Sunday, May 23, 2021

The distance between what the UK thinks of itself and how others judge it (EN)

Here is UK's anticipation before last night's Eurovision song contest:



And here are the final results:



So the competitor from the UK was hoping to win... and he came out last with nil (zero!) points.

It's not easy at all to score a clean zero points in an Eurovision contest. Still, the UK has managed this feat twice, and it's the fifth time it has come last.

Sure, you can consider Eurovision - as I do - a largely pointless jamboree with little relation to the quality of the music. Still, as the ranking of each competitor is determined in good part based on voting by the public from the other countries, such extreme results are not irrelevant. And the point I'm making here is not about Eurovision, but about the UK.

I have often admired and envied the capacity of some peoples / countries to think very high of themselves. It's usually helpful and can be put to very positive uses. The 'can do' / 'nothing is impossible' / 'we are the best' attitude has helped achieve great things in history. Lack of self-confidence and assertiveness, on the other hand, is persistently plaguing some countries' capacity to reach their potential.

But, occasionally, the gap between the self-perception and how others see you grows so wide that cheerful self-confidence turns into delusion and a reckoning becomes unavoidable. 

One can wonder whether this Eurovision example isn't a metaphor for other consequential events in recent British history.

1 comment:

  1. Well, Eurovision is just a ridiculous contest, somehow just like basketball competitions before the 1992 Olympics, when the first US Dream Team took part.

    Britain has by far the best pop music of Europe, but no one thought for a second that Adele, Dua Lipa, or Arctic Monkeys could do the Eurovision trick.

    While the FIBA basketball competitions have nonetheless managed to enlist LeBron James, Steph Curry and their mates to honour the World Championship and the Olympics.

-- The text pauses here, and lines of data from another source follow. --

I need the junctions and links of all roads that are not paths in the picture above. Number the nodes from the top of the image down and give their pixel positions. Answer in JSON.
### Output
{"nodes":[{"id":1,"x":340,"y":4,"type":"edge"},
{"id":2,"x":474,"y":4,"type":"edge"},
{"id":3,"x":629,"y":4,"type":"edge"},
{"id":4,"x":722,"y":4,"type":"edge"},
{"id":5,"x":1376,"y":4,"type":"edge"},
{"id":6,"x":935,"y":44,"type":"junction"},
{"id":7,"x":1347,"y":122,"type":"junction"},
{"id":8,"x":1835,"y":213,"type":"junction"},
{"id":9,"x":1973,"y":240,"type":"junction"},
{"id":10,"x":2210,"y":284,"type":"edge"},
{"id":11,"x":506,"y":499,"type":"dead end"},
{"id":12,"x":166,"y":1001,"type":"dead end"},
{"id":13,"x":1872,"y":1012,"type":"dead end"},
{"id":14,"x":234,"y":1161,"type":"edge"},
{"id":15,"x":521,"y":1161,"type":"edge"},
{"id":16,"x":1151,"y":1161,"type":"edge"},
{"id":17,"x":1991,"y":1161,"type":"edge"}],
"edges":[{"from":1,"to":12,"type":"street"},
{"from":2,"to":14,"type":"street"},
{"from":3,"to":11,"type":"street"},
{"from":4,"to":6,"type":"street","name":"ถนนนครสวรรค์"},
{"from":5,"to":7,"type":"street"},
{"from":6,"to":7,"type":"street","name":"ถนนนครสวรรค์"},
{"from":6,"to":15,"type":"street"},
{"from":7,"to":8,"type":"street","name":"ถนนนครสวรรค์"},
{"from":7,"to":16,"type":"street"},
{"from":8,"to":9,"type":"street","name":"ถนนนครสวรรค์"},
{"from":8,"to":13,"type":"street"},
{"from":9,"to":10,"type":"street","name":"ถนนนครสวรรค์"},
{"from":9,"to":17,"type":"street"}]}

    But if the Eurovision contest still exists several decades after its creation, it must surely have its own internal logic and audiences. Even if it knows that there is not about top ten music. And not even top one hundred.

    Otherwise, the Brits thinking their guy should necessarily grapple some prize, well, they have the arrogance to think that every unknown British singer it's a like a top-ten singer compared to its continental competitors. Except that it's not.